Currently, the SVZ as a whole is under investigation as a potential therapeutic target due to several prior observations. For example, human xenografted glioblastoma cells can specifically invade the SVZ in mice (11,12), and SVZ invasion by glioblastoma is associated with drastically increased recurrence and decreased patient survival (13,14). Therefore, several clinical studies have assessed the impact of SVZ radiation in addition to the standard of care treatment for glioblastoma (15), and a clinical trial is currently underway (ClinicalTrials.gov Identifier: NCT02177578) to determine the effectiveness of SVZ radiation in a randomized setting.

Future directions

The work by Lee and colleagues sprouts several potential explorations.
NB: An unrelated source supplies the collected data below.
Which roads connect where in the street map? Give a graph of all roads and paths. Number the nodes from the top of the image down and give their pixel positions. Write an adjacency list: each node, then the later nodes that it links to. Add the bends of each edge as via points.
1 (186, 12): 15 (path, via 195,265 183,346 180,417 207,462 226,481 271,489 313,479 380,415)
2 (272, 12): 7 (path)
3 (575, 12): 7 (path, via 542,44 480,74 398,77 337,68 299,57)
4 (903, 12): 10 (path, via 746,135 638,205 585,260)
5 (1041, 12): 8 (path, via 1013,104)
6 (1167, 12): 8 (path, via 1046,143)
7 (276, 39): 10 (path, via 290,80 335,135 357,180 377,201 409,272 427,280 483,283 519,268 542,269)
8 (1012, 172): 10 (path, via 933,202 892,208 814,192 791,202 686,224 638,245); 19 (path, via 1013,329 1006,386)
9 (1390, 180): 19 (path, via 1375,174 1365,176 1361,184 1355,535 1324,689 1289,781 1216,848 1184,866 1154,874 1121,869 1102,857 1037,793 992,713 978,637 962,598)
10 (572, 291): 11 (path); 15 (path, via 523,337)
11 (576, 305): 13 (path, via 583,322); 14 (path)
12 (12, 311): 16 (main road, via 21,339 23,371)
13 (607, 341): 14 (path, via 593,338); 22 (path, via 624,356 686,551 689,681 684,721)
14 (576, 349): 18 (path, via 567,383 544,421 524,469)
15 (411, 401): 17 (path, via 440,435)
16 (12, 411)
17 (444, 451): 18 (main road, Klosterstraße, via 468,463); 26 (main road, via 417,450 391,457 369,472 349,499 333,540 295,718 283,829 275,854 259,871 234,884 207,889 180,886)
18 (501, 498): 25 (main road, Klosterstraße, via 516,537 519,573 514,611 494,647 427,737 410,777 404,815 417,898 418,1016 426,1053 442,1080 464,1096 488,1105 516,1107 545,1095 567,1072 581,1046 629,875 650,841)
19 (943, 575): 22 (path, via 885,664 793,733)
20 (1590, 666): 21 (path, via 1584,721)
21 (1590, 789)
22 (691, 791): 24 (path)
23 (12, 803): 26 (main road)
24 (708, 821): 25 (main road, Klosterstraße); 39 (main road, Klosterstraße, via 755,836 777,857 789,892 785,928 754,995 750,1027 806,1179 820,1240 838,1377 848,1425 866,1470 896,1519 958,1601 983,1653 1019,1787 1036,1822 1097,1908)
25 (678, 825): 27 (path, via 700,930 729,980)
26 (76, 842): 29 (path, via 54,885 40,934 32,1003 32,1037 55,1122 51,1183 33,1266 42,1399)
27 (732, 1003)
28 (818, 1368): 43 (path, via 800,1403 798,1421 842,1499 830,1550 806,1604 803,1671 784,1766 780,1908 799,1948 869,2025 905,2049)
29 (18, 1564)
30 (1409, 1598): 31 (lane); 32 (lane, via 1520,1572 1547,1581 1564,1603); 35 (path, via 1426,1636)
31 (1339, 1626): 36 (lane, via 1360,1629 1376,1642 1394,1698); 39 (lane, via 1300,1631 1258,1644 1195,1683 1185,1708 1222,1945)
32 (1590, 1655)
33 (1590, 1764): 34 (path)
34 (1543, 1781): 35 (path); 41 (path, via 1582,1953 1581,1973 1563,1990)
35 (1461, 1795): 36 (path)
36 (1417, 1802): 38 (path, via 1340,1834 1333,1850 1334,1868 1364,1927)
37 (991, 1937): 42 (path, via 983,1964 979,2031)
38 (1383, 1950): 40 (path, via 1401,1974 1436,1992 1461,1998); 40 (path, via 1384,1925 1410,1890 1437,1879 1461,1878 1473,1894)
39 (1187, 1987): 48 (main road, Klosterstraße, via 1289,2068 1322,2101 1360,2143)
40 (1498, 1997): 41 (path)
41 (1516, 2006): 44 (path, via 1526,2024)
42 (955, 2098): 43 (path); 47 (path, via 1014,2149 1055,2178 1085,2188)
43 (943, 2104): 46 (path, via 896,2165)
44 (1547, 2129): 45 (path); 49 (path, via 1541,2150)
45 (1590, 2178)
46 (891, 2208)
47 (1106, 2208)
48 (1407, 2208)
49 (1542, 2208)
These include deeper confirmations of their findings given the limited number of samples used and the possibility for a presence of tissue sampling bias in their results. For example, what are the cellular origins of IDH mutant glioblastomas (3 studied) and 7 of the 16 IDH wild-type glioblastomas without a discovered mutation in their respective tumor-free SVZ samples? Deeper understanding of the tumor-inciting events is also necessary to inform therapeutic explorations. For example, what are the mechanisms or environmental events that cause the mutated neural stem cells to explode into tumors? Specifically, how might mutations in the TERT coding or promoter region in the neural stem cells, found in all the tumor-free SVZ samples studied by Lee and colleagues that had a genetic aberration, result in gliomagenesis is intriguing. Lastly, understanding the environmental factors that govern neural stem cells with cancer driver mutations to differentiate to mature neurons when migrating to the olfactory bulb may broaden our approaches of therapy development. Overall, the work by Lee and colleagues is foundational and places a foot in the long-elusive doorway of the cellular origins of diffuse gliomas.